STOP LIES OF MAKE POVERTY HISTORY CAMPAIGN
notomoneycampaigns | 07.04.2006 12:43 | Analysis | Globalisation | Social Struggles
I am writing to request that people consider how Make Poverty History and attached charities are lying to the public and are not helping the millions starving or those without access to clean water to drink or clean with. Please take the time to read this and don't be made to feel guilty by another LIE 8
I will start with charity Oxfam's white wrist bands were produced in Chinese Sweat shops for the anti-poverty Live 8 event that has since been dubbed Lie 8. I am very concerned that the actions and stance of many big charities is helping keep Africa poor and starving while trying to undermine protestors legitimately seeking to secure real change.
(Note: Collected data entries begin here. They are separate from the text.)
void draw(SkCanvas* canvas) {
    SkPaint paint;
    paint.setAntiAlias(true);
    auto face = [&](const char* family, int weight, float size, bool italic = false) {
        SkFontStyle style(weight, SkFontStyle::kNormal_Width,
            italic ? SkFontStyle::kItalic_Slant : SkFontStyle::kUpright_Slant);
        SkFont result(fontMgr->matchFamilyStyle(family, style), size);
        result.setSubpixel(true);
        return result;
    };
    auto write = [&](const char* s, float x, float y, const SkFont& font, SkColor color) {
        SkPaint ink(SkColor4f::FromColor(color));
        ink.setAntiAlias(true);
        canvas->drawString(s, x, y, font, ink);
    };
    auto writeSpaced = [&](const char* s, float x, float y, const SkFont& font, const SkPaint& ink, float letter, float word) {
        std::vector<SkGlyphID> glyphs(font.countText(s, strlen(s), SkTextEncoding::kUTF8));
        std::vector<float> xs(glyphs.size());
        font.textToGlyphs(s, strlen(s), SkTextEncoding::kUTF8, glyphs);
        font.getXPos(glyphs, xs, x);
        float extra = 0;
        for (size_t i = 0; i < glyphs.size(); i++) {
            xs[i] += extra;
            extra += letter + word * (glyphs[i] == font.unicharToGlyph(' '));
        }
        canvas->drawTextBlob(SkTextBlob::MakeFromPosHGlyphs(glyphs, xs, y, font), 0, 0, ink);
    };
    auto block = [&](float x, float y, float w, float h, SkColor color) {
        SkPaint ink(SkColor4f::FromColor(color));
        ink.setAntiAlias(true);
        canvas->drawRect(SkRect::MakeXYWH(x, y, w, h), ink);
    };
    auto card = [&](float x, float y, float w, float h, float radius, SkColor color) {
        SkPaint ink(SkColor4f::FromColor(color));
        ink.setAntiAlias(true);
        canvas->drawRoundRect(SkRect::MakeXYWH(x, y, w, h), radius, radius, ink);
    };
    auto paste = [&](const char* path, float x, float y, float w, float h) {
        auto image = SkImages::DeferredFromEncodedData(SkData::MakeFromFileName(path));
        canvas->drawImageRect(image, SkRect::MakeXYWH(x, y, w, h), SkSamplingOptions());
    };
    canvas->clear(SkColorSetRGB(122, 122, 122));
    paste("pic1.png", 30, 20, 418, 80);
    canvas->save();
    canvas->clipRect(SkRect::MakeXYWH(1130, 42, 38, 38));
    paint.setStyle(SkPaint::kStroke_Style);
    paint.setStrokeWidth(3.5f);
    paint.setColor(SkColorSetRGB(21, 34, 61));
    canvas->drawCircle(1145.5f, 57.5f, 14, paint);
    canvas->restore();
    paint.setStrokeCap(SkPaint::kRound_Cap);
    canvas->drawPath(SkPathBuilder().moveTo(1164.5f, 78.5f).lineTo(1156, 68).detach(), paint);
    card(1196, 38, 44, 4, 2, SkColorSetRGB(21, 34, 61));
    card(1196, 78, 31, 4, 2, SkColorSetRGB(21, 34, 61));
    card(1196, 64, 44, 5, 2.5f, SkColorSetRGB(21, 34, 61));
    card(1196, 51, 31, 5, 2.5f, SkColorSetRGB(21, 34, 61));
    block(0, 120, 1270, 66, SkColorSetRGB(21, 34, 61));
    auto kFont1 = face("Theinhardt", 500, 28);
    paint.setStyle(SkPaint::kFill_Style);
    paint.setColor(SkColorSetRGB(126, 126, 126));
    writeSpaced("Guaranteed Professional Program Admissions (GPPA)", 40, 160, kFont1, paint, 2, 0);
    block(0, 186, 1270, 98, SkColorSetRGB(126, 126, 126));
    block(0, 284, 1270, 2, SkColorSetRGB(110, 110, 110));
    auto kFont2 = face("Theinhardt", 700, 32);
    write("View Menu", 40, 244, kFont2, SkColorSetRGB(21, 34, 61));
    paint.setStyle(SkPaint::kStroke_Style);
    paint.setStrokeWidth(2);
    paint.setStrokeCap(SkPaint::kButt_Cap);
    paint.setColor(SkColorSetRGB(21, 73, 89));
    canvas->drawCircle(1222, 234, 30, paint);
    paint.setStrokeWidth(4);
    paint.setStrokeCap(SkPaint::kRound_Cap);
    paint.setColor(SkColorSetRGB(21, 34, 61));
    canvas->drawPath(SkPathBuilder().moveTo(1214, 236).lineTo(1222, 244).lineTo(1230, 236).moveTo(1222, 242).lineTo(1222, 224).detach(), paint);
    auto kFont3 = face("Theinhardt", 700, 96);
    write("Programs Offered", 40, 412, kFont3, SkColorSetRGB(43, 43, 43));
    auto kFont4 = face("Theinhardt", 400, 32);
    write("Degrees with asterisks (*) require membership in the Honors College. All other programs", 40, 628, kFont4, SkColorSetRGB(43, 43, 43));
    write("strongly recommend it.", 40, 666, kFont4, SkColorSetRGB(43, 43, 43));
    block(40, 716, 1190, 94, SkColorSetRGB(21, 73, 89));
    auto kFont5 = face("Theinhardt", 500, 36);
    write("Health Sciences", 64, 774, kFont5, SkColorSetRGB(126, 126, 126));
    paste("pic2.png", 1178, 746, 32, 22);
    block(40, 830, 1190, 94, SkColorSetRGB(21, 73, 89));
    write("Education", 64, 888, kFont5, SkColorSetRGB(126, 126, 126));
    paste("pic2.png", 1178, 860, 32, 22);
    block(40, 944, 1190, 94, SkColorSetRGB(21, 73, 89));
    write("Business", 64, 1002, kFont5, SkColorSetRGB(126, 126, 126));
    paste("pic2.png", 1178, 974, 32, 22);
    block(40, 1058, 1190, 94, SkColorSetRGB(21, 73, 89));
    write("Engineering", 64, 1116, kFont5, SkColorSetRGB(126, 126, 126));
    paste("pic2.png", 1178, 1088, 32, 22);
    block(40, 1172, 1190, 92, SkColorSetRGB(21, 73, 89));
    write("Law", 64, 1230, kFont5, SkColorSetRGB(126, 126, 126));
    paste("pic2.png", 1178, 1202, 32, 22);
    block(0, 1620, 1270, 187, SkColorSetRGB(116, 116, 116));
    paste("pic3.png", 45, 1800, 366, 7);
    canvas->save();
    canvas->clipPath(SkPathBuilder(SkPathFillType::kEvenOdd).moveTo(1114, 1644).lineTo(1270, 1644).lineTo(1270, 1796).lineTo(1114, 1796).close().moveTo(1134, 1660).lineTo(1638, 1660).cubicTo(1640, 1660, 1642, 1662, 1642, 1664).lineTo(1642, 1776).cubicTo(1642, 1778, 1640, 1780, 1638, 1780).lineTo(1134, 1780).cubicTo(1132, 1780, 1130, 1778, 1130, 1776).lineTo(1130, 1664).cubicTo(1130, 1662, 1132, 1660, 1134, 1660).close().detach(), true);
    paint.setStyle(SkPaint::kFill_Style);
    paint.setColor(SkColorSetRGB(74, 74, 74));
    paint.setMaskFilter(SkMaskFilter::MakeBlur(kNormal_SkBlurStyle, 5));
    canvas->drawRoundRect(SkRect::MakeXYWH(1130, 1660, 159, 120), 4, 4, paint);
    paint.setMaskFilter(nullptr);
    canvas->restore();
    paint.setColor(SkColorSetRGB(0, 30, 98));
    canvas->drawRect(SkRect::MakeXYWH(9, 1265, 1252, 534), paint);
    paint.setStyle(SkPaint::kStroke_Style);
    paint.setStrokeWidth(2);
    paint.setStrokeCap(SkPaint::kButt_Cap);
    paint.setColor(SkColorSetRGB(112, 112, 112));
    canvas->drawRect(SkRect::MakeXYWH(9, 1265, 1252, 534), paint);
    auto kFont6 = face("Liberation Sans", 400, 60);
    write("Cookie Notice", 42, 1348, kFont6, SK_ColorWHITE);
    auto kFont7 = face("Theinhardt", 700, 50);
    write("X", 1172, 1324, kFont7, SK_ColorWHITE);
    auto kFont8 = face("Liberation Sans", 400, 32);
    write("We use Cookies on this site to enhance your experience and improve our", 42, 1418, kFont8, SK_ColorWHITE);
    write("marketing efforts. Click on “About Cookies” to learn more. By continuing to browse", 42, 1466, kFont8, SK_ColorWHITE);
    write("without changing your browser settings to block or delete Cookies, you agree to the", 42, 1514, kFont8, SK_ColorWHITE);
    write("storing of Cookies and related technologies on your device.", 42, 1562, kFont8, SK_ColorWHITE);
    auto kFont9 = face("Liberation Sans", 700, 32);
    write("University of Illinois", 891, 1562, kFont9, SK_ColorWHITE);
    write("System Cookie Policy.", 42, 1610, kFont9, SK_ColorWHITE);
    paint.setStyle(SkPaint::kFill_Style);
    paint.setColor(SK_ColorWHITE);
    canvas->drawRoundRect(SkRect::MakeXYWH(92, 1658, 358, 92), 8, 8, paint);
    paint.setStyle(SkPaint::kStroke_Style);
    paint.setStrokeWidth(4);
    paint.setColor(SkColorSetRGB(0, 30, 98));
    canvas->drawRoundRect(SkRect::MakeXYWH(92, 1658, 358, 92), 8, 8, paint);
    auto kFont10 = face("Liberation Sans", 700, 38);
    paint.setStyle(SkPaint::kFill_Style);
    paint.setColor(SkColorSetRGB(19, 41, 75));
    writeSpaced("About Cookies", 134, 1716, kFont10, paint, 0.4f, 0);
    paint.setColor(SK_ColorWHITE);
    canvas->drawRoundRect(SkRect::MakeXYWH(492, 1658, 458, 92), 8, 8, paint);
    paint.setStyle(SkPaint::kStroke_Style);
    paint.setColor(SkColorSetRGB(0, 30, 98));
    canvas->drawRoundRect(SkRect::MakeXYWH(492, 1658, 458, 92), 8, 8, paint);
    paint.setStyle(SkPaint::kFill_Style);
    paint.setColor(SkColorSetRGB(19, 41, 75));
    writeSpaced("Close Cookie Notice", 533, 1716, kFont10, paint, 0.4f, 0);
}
I was really disturbed by how nothing was achieved for the G8 conference in terms of the environment, the starving, liberalisation (which is privatising essential natural resources and western companies charging huge sums for access to uses of amongst other things clean water) and yet the mainstream media portrayed the whole event a success with little focus on the reality of what these charities particularly MPH are doing and what is actually happening on the ground in Africa. Access to water should be available to all especially as the earths resources belong to people not companies. My fear is soon these companies will be going round taking away access to essential resources and then charities will demand money from guilt ridden people and so the cycle continues when the real culprits are the companies and the charities that do not expose them.
I attach two articles, the first is an article in the New Scotsman on
the Chinese sweat shops and an excellent speech by Lucy Michaels of Corporate Watch on the G8, Make Poverty History and the big charities that are not doing such good things. All I ask is for you to read the attached articles and if you feel as strongly please boycott Oxfam.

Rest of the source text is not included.